1. If your goal is to keep him around in order to get him healthy and flip him for prospects at the deadline, then no, it’s not worth it. $8 million will buy you at least 2 or 3 premium international free agents – we’re talking the absolute top tier of teenage talents. Yes, they’re further from the majors and represent more risk, but you’re not going to be able to flip Bedard for a couple of major league ready stars in waiting next summer anyway, no matter how well he pitches. There’s also the draft to consider – the M’s will have a lot of high selections next summer (especially if Ibanez leaves), and there’s always some top tier talents that fall due to their signing demands. If you allocate some of the $8 million (or so) that you’ll owe Bedard to overpaying for a draft pick or two, you’re almost certainly going to get a better prospect than if you hope he gets healthy and you try to deal him at the deadline.

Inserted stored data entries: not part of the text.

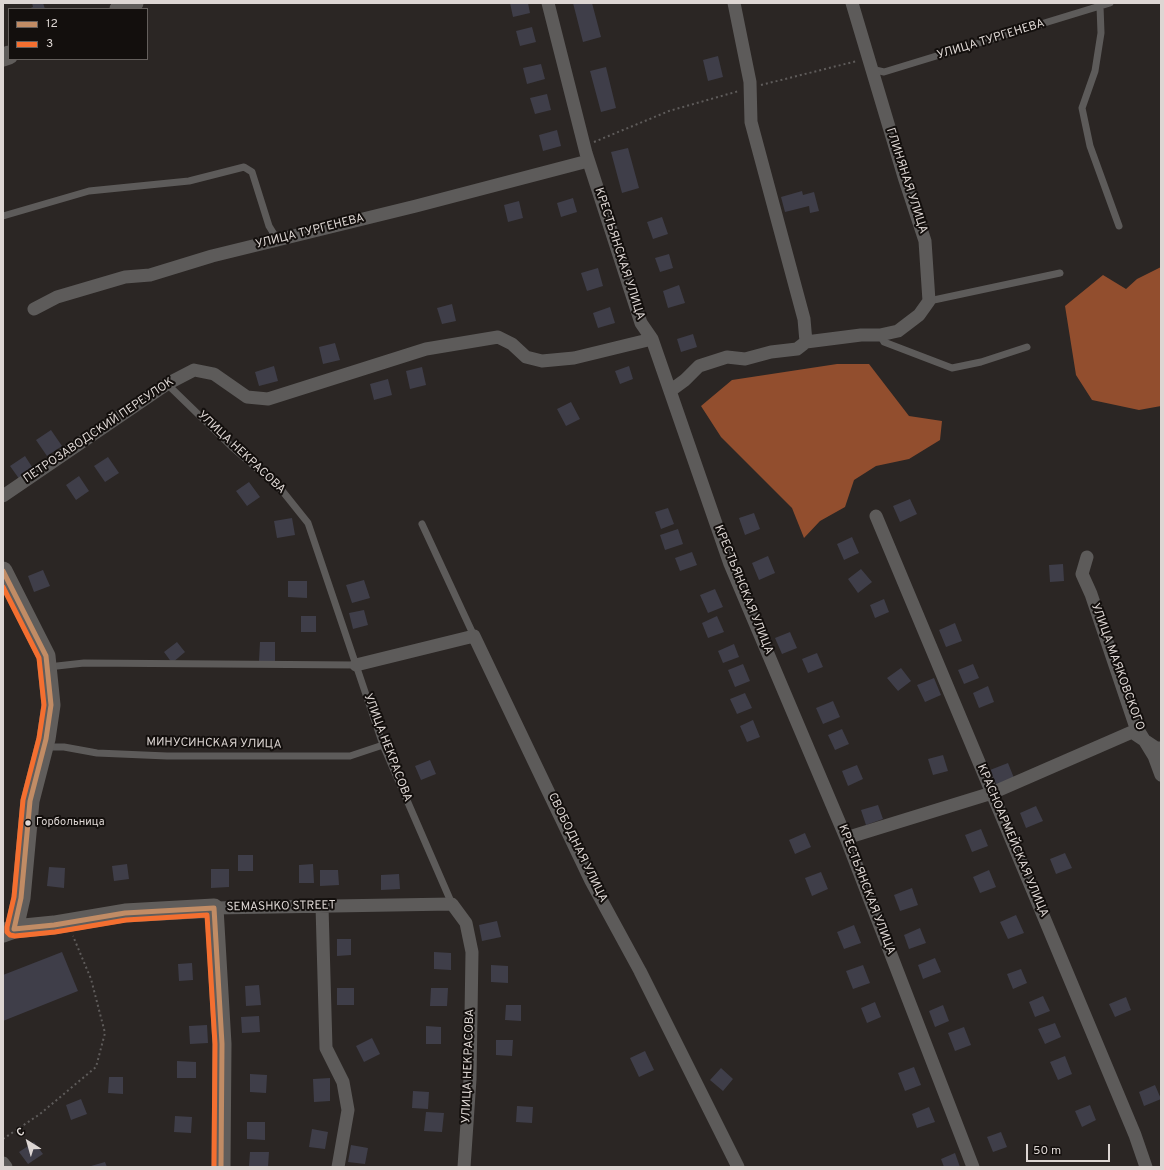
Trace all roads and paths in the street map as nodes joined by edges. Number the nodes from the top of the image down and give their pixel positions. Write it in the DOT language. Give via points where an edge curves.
graph roads {
  1 [pos="134,3"];
  2 [pos="548,3"];
  3 [pos="734,3"];
  4 [pos="852,3"];
  5 [pos="1110,3"];
  6 [pos="1100,6"];
  7 [pos="122,8"];
  8 [pos="870,64"];
  9 [pos="750,87"];
  10 [pos="584,146"];
  11 [pos="588,161"];
  12 [pos="3,216"];
  13 [pos="1119,226"];
  14 [pos="277,239"];
  15 [pos="1060,274"];
  16 [pos="929,301"];
  17 [pos="34,309"];
  18 [pos="880,335"];
  19 [pos="652,339"];
  20 [pos="806,342"];
  21 [pos="1027,347"];
  22 [pos="167,384"];
  23 [pos="670,391"];
  24 [pos="3,496"];
  25 [pos="876,516"];
  26 [pos="422,524"];
  27 [pos="1087,557"];
  28 [pos="3,571"];
  29 [pos="474,636"];
  30 [pos="356,665"];
  31 [pos="48,667"];
  32 [pos="1144,740"];
  33 [pos="383,745"];
  34 [pos="44,747"];
  35 [pos="1161,748"];
  36 [pos="1161,776"];
  37 [pos="992,793"];
  38 [pos="846,838"];
  39 [pos="452,904"];
  40 [pos="322,906"];
  41 [pos="214,908"];
  42 [pos="68,923"];
  43 [pos="9,931"];
  44 [pos="3,1138"];
  45 [pos="3,1163"];
  46 [pos="6,1167"];
  47 [pos="221,1167"];
  48 [pos="338,1167"];
  49 [pos="464,1167"];
  50 [pos="738,1167"];
  51 [pos="973,1167"];
  52 [pos="1146,1167"];
  1 -- 7 [label="street"];
  2 -- 10 [label="street, КРЕСТЬЯНСКАЯ УЛИЦА"];
  3 -- 9 [label="street"];
  4 -- 8 [label="street, ГЛИНЯНАЯ УЛИЦА"];
  5 -- 6 [label="lane, УЛИЦА ТУРГЕНЕВА"];
  6 -- 8 [label="lane, УЛИЦА ТУРГЕНЕВА" via="884,72"];
  6 -- 13 [label="lane" via="1102,33 1095,71 1082,108 1090,146"];
  8 -- 9 [label="path"];
  8 -- 16 [label="street, ГЛИНЯНАЯ УЛИЦА" via="926,241"];
  9 -- 10 [label="path" via="669,111"];
  9 -- 20 [label="street" via="751,122 804,319"];
  10 -- 11 [label="street, КРЕСТЬЯНСКАЯ УЛИЦА"];
  11 -- 14 [label="street, УЛИЦА ТУРГЕНЕВА"];
  11 -- 19 [label="street, КРЕСТЬЯНСКАЯ УЛИЦА" via="641,323"];
  12 -- 14 [label="lane" via="89,190 189,181 244,167 252,172 269,226"];
  14 -- 17 [label="street, УЛИЦА ТУРГЕНЕВА" via="150,274 125,277 57,297"];
  15 -- 16 [label="lane"];
  16 -- 18 [label="street" via="919,316 898,331"];
  18 -- 20 [label="street"];
  18 -- 21 [label="lane" via="884,342 952,368 981,362"];
  19 -- 22 [label="street, ПЕТРОЗАВОДСКИЙ ПЕРЕУЛОК" via="574,358 542,360 526,356 512,344 498,337 426,349 268,399 247,397 214,374 194,370"];
  19 -- 23 [label="street, КРЕСТЬЯНСКАЯ УЛИЦА"];
  20 -- 23 [label="street" via="796,349 745,359 727,357 699,366"];
  22 -- 24 [label="street, ПЕТРОЗАВОДСКИЙ ПЕРЕУЛОК"];
  22 -- 30 [label="lane, УЛИЦА НЕКРАСОВА" via="280,488 308,523"];
  23 -- 38 [label="street, КРЕСТЬЯНСКАЯ УЛИЦА" via="730,564"];
  25 -- 37 [label="street, КРАСНОАРМЕЙСКАЯ УЛИЦА"];
  26 -- 29 [label="lane"];
  27 -- 32 [label="street, УЛИЦА МАЯКОВСКОГО" via="1082,574 1135,725"];
  28 -- 31 [label="street" via="46,656"];
  29 -- 30 [label="street"];
  29 -- 50 [label="street, СВОБОДНАЯ УЛИЦА" via="592,881"];
  30 -- 31 [label="lane" via="84,663"];
  30 -- 33 [label="lane, УЛИЦА НЕКРАСОВА"];
  31 -- 34 [label="street" via="51,705"];
  32 -- 35 [label="street" via="1156,748"];
  32 -- 36 [label="street, УЛИЦА МАЯКОВСКОГО" via="1154,756"];
  32 -- 37 [label="street" via="1132,732"];
  33 -- 34 [label="lane, МИНУСИНСКАЯ УЛИЦА" via="350,756 167,756 97,753 64,747"];
  33 -- 39 [label="lane, УЛИЦА НЕКРАСОВА"];
  34 -- 43 [label="street" via="30,801 21,898"];
  37 -- 38 [label="street"];
  37 -- 52 [label="street, КРАСНОАРМЕЙСКАЯ УЛИЦА" via="1135,1135"];
  38 -- 51 [label="street, КРЕСТЬЯНСКАЯ УЛИЦА"];
  39 -- 40 [label="street, SEMASHKO STREET"];
  39 -- 49 [label="street, УЛИЦА НЕКРАСОВА" via="466,923 472,952 470,1079"];
  40 -- 41 [label="street, SEMASHKO STREET"];
  40 -- 48 [label="street" via="326,1048 344,1082 348,1110"];
  41 -- 42 [label="street, SEMASHKO STREET" via="125,913"];
  41 -- 47 [label="street" via="222,1044"];
  42 -- 43 [label="street, SEMASHKO STREET"];
  42 -- 44 [label="path" via="91,979 105,1032 96,1067 40,1114"];
  45 -- 46 [label="street"];
}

Now, there’s a monkey wrench here – the M’s separate their major league payroll budget from their amateur acquisition budget, so the new GM would have to convince the ownership to transfer the savings on Bedard to another fund. The M’s clearly don’t recognize this kind of thought (thus the whole “saving $10 million by dumping Washburn doesn’t help us” mindset, ignoring the kinds of prospects they could have bought with $10 million) right now, but hopefully a new GM can convince them to change their accounting practices in order to turn the franchise around.
2. However, if you’re keeping Bedard around because you think he can help you win some games next year, it could actually be worth the $8 million investment. Even with a conservative projection of him having a repeat of his 2008 season (so, 80 decent but not amazing innings), Bedard would be worth about 1.5 wins over a replacement level pitcher. A marginal win is going for about $5 million nowadays, so 1.5 wins are worth about $7.5 million on the free market, or almost exactly what we’re projecting he’ll make next year.
If you viewed the M’s as potential contenders, keeping Bedard around for what he could add on the field actually makes some financial sense. If the goal was to add a couple position players, upgrade the defense, and see if you can turn the franchise around quickly, then tendering Bedard a contract would be a worthwhile gamble.
However, if the idea is to try to turn his rehabbed arm into prospects next summer, the team is better off just letting him go and investing the cash elsewhere. The ROI is higher in other places, and right now, the M’s absolutely need to focus on getting as much value for their buck as they can in order to speed up the rebuilding process.